In fact, one can even argue that the current, manipulated color revolutions are spiraling out of control as confidence in the elite's pillars of control wanes. Rather than provide the conclusions sought after by Anglosphere elite, these revolutions may take on a life of their own much as the Protestant Reformation (also sponsored by the elites of its day) took off in new direction that the elites did not plan, did not promote and evidently did not like. One would have to argue that the rise of the New World was a positive occurrence for the elites of the time and yet obviously it was not.

Morozov and those like him are setting up a straw man and beating it to death. The changes that come from new information technologies have to do with the dissemination of information. It is this process that is subversive, not a social network or sort of information tool that means little in the larger scheme of things. It is KNOWLEDGE that undermines the elite promotional elements that are the social organizers of the day. It is the spread of knowledge that eventually proves corrosive to sociopolitical and economic control, as all power rests on depriving people of knowledge in an attempt to make them docile and supportive of the current regime.

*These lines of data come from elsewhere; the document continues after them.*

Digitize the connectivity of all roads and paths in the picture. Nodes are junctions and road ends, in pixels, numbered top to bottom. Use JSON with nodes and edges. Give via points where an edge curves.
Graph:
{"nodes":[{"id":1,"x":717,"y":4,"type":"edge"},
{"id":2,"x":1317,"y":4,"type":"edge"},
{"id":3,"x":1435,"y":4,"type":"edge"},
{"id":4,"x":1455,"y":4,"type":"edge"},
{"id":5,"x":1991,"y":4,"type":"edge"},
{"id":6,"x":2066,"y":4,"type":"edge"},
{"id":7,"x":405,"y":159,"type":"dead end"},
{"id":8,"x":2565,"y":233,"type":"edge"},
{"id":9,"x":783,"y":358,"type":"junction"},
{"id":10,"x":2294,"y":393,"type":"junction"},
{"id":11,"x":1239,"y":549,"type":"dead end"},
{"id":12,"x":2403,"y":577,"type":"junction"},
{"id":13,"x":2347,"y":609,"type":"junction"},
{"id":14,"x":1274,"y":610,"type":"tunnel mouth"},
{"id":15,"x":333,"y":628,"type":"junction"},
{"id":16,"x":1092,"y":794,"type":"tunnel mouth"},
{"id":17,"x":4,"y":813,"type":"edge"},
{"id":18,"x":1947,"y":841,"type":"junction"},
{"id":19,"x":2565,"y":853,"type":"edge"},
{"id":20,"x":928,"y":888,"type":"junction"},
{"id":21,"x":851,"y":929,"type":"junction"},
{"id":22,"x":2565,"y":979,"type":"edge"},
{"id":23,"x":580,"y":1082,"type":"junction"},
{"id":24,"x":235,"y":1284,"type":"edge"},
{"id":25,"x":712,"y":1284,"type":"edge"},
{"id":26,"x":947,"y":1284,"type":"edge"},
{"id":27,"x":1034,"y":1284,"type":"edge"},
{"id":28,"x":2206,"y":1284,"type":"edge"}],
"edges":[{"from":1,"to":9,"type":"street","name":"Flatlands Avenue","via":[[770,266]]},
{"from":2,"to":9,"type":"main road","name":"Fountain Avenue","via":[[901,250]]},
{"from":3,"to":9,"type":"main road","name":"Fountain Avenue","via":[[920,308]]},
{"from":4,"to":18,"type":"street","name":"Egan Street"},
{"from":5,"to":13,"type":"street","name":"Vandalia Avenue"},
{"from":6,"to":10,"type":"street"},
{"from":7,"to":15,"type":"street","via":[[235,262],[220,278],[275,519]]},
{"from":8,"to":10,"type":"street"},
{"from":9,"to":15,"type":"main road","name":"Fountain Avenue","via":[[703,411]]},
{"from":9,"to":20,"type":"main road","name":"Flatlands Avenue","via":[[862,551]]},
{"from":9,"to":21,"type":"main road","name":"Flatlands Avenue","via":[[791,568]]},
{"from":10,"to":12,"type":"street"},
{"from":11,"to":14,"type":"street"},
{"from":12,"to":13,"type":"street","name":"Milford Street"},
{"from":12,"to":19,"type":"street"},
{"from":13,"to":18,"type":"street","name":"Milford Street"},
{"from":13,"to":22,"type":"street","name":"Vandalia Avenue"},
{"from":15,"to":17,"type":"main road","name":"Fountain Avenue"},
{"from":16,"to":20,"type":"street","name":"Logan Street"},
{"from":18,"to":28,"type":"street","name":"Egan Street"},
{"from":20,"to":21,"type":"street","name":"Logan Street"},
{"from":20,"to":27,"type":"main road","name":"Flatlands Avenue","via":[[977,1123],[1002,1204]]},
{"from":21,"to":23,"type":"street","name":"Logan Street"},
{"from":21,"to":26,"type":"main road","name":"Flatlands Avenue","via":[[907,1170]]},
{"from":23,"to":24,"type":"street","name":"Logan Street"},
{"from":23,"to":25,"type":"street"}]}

It is difficult to say with any certainty what knowledge is being disseminated now that will result in tomorrow's destabilization or even how far that destabilization will go. We have argued in the past that such changes do not overthrow the power elite, merely cause it to take a step back. That process may be occurring now and people can analyze the potential impacts as they choose. Some may be obvious and others are not. But they are occurring. They are indisputable and over time they shall be evident, if they are not already.